*REQUIREMENT*: Exact wording is required: give all the records again, minus the pictures.

*GIVEN RECORDS*:
* * * * *

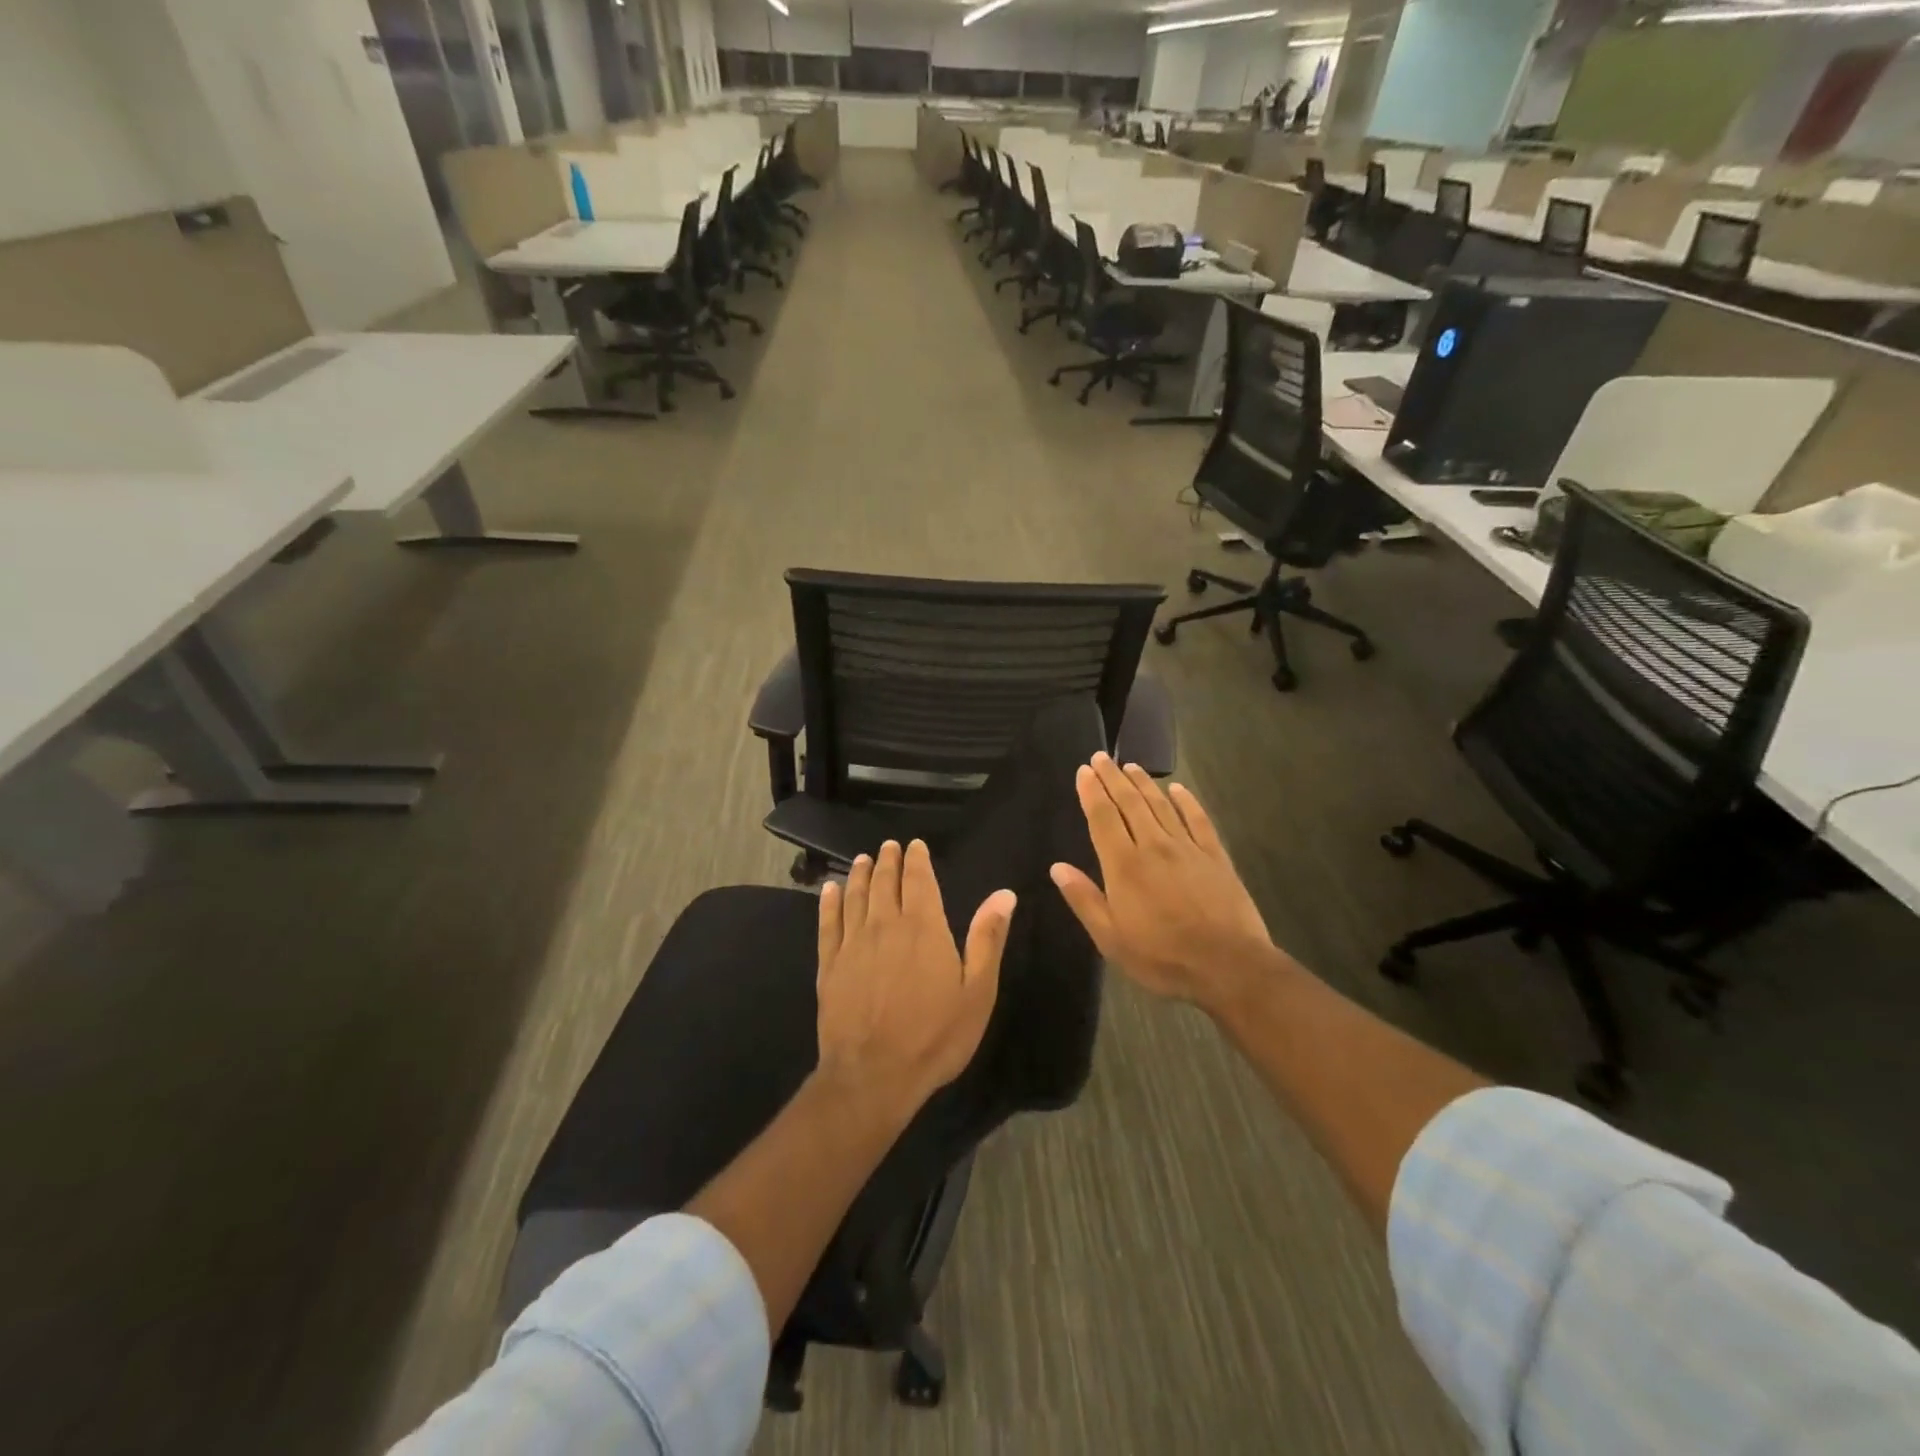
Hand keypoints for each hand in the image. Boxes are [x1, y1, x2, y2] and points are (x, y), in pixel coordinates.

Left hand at [815, 840, 1014, 1112]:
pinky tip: (830, 890)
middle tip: (889, 847)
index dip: (917, 860)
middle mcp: (886, 925)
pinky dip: (829, 902)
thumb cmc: (935, 1036)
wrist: (874, 1075)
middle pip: (885, 883)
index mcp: (924, 928)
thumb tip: (1004, 894)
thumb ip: (987, 939)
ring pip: (856, 897)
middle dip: (889, 861)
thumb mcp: (977, 991)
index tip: (915, 845)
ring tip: (863, 860)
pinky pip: (828, 923)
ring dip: (861, 875)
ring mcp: (853, 944)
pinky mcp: (829, 965)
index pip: (920, 881)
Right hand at [1050, 755, 1279, 1012]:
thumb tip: (1057, 867)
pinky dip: (1186, 801)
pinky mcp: (1215, 856)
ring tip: (1131, 766)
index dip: (1091, 792)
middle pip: (1129, 803)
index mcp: (1124, 865)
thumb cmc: (1162, 957)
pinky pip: (1198, 820)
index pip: (1102, 818)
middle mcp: (1153, 846)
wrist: (1228, 966)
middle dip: (1112, 778)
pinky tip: (1179, 789)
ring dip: (1144, 783)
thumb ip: (1084, 899)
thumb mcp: (1111, 939)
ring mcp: (1187, 848)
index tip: (1084, 771)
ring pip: (1161, 806)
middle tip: (1101, 757)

* * * * *

*SOLUTION FOR THIS TASK*:
Hand keypoints for each hand in the image. Boxes are [x1, y1, x2, y2] and points are (x, y), in pixel coordinates.

Left hand at [815, 840, 1014, 1112]:
pinky tip: (830, 890)
middle tip: (889, 847)
index dip: (917, 860)
middle mcp: (886, 925)
pinky dip: (829, 902)
thumb cmc: (935, 1036)
wrist: (874, 1075)
middle pip: (885, 883)
index mcp: (924, 928)
thumb tip: (1004, 894)
thumb ip: (987, 939)
ring pip: (856, 897)
middle dip: (889, 861)
thumb mcp: (977, 991)
index tip: (915, 845)
ring tip: (863, 860)
pinky pip: (828, 923)
ring dip: (861, 875)
ring mcp: (853, 944)
pinky mcp: (829, 965)
index pip: (920, 881)
Right hand at [1050, 755, 1279, 1012]:
thumb tip: (1057, 867)
pinky dip: (1186, 801)
pinky mcp: (1215, 856)
ring tip: (1131, 766)
index dip: (1091, 792)
middle pip: (1129, 803)
index mcp: (1124, 865)
thumb cmc: (1162, 957)
pinky pip: (1198, 820)
index pip: (1102, 818)
middle mcp: (1153, 846)
wrist: (1228, 966)
middle dip: (1112, 778)
pinky tip: (1179, 789)
ring dip: (1144, 783)
thumb ip: (1084, 899)
thumb mcp: (1111, 939)
ring mcp: (1187, 848)
index tip: (1084, 771)
ring pip: (1161, 806)
middle tip: (1101, 757)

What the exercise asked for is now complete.